■ **EXERCISE DETAILS**
Say how many of the lines below hold "Saayman", writing the number and nothing more.

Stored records
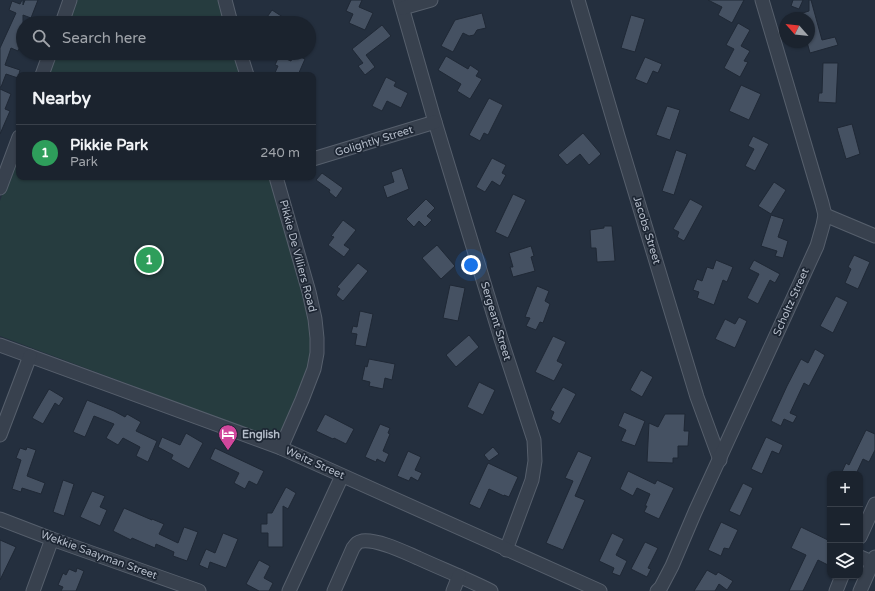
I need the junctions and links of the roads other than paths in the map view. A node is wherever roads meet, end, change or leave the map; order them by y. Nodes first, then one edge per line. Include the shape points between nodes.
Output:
1 (70, 0) edge
2 (225, 0) edge
3 (431, 0) edge
4 (578, 0) edge
5 (762, 0) edge
6 (402, 4) edge
7 (64, 16) edge
8 (229, 16) edge
9 (47, 60) edge
10 (242, 60) edge
11 (43, 72) edge
12 (246, 72) edge
13 (435, 122) junction
14 (16, 145) edge
15 (316, 158) edge
16 (277, 180) edge
17 (0, 188) edge
18 (825, 215) junction
19 (875, 236) edge
20 (0, 344) edge
21 (30, 356) junction
22 (706, 422) junction
23 (731, 434) junction
24 (0, 435) edge
25 (281, 448) junction
26 (720, 460) junction
27 (342, 476) junction
28 (875, 504) edge
29 (0, 519) edge
30 (863, 530) edge
31 (52, 539) junction
32 (506, 550) junction
33 (863, 558) edge
34 (874, 560) edge
35 (459, 576) junction
36 (841, 579) edge
37 (33, 591) edge
38 (199, 591) edge
39 (289, 591) edge
40 (334, 591) edge
41 (453, 591) edge
42 (491, 591) edge
43 (600, 591) edge
44 (657, 591) edge
45 (836, 591) edge
46 (860, 591) edge

1 - 7 street
2 - 8 street
3 - 6 street
4 - 22 street, Jacobs Street
5 - 18 street, Scholtz Street
6 - 13 street, Sergeant Street
9 - 11 street
10 - 12 street
13 - 15 street, Golightly Street
13 - 32 street, Sergeant Street via 534,440 535,461 532,480
14 - 17 street
16 - 25 street, Pikkie De Villiers Road via 309,292 317,338 314,370
18 - 19 street
18 - 23 street, Scholtz Street via 817,246
20 - 21 street, Weitz Street
21 - 24 street
21 - 25 street, Weitz Street
22 - 23 street
22 - 26 street, Jacobs Street
23 - 26 street, Scholtz Street
25 - 27 street, Weitz Street
26 - 44 street, Scholtz Street via 672,566
27 - 32 street, Weitz Street
27 - 39 street
28 - 30 street
29 - 31 street, Wekkie Saayman Street
31 - 37 street
31 - 38 street, Wekkie Saayman Street
32 - 43 street, Weitz Street
33 - 34 street
34 - 46 street
35 - 40 street via 387,545 362,541 356,543 353,548
35 - 41 street
35 - 42 street
36 - 45 street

■ **ANSWER AREA**
2